I considered this move as I chewed another bite, trying to reconcile what I saw previously with what I was eating. Despite all appearances, something was definitely off. The mouthfeel was a little too light to be chicken; the product melted on the tongue too easily, without much need for chewing.

Finally, I glanced back at the menu that hangs above the fast-food-like counter at this two-month-old restaurant, scanning for quotation marks around the words “chicken” or “beef” that would alert carnivores like myself that no animals were harmed in the making of these meals. Along the top of the fluorescent green sign (in contrasting black letters, though easily missed), it read “Organic & Vegan” — the only time this Middle Eastern food experiment gives a clue about its animal-free ethos.

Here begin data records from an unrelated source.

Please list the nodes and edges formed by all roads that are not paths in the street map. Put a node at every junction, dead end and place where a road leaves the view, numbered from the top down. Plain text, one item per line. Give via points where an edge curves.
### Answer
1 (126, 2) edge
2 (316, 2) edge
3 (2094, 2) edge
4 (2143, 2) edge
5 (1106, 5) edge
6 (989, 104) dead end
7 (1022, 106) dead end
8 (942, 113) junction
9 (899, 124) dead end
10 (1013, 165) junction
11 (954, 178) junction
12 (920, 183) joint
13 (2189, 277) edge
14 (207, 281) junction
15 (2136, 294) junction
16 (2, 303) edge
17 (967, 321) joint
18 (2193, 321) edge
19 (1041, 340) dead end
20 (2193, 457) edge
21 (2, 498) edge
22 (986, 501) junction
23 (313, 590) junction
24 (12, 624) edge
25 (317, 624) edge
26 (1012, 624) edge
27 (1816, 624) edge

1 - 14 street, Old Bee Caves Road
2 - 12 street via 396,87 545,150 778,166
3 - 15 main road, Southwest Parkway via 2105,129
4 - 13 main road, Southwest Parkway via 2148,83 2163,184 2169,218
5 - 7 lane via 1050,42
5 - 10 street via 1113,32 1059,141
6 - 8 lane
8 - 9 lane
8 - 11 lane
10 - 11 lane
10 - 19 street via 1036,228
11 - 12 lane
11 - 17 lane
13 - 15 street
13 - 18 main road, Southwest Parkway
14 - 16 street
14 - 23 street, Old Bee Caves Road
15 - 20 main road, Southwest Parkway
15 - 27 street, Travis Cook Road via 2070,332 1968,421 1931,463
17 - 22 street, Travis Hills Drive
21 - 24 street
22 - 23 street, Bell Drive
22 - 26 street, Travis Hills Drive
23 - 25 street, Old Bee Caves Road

Soon, the out-of-place purple, orange and green walls came into focus. The Mayan wood carvings newly hung around the former Belmont Burgers location began to make sense. Looking out the window and across the street at the crowded Grain Cafe, it clicked: Viva Falafel is a Mediterranean take on the creative organic, vegan cuisine that made the Oaxacan-owned Grain Cafe (with its original location in L.A.’s Mid-City) so popular.

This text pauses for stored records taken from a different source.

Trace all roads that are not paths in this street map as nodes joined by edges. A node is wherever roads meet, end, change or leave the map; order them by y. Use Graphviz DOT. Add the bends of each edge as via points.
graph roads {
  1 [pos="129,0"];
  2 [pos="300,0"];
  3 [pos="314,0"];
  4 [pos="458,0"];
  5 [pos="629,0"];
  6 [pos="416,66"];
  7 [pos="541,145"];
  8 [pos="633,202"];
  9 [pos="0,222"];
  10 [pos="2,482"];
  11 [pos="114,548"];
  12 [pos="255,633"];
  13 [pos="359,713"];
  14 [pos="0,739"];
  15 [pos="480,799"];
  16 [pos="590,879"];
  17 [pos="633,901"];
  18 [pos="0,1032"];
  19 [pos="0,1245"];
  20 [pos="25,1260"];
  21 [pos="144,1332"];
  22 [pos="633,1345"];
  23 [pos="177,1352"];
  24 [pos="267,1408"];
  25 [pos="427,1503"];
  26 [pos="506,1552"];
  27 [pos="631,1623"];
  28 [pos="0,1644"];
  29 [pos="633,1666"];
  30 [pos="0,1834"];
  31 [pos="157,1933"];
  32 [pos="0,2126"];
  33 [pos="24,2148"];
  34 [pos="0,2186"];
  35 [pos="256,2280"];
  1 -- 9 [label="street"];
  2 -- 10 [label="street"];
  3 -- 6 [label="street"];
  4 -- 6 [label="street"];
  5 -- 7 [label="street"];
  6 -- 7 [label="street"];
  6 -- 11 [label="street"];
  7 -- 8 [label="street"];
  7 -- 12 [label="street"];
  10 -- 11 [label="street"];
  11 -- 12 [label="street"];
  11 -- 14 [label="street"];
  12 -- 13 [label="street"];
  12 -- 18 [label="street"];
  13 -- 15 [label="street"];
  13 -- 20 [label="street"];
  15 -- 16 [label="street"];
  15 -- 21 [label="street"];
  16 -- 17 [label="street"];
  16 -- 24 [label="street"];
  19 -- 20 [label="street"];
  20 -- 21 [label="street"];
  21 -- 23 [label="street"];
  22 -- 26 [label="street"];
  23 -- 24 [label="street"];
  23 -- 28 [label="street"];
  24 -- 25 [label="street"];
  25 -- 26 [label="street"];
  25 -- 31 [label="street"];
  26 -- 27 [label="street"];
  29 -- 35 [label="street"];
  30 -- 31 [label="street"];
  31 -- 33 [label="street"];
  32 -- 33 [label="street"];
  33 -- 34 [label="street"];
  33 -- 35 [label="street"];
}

This time, though, instead of macrobiotic-leaning abuelitas, there must be a vegan Persian maman in the kitchen because Viva Falafel’s greatest contribution to The Grain Cafe brand are not its mock meats (the wheat-and-soy substitute that serves as kabob chicken and beef can also be found on the Grain Cafe menu), but its polos, those herb-studded Iranian pilafs filled with everything from lima beans to barberries.

Every kebob plate comes with a side of blistered vegetables, a scoop of chunky fattoush salad and your choice from four different kinds of these polos, some of which have been retooled to eliminate any meat or dairy products. A sweet zereshk polo skips the thick Greek yogurt. The traditionally beef-laden lubia polo doesn’t touch the meat stock, but keeps its savory flavor by loading up on the tomatoes and green beans that have always set it apart. Two polos — the herby baghali rice (with dill and lima beans) and an adas polo (raisins and dates) — are already made vegan.


For all the impressive mock meat and Persian rices at Viva Falafel, the one thing that falls short is its namesake dish, which can’t come close to beating HipPea’s perfectly crisp chickpea balls (or their steamed pita bread supplier). One perk to the falafel, though: it’s guaranteed not to confuse kabob-ordering meat-eaters, many of whom leave the restaurant without ever bothering to read the menu-board disclaimer.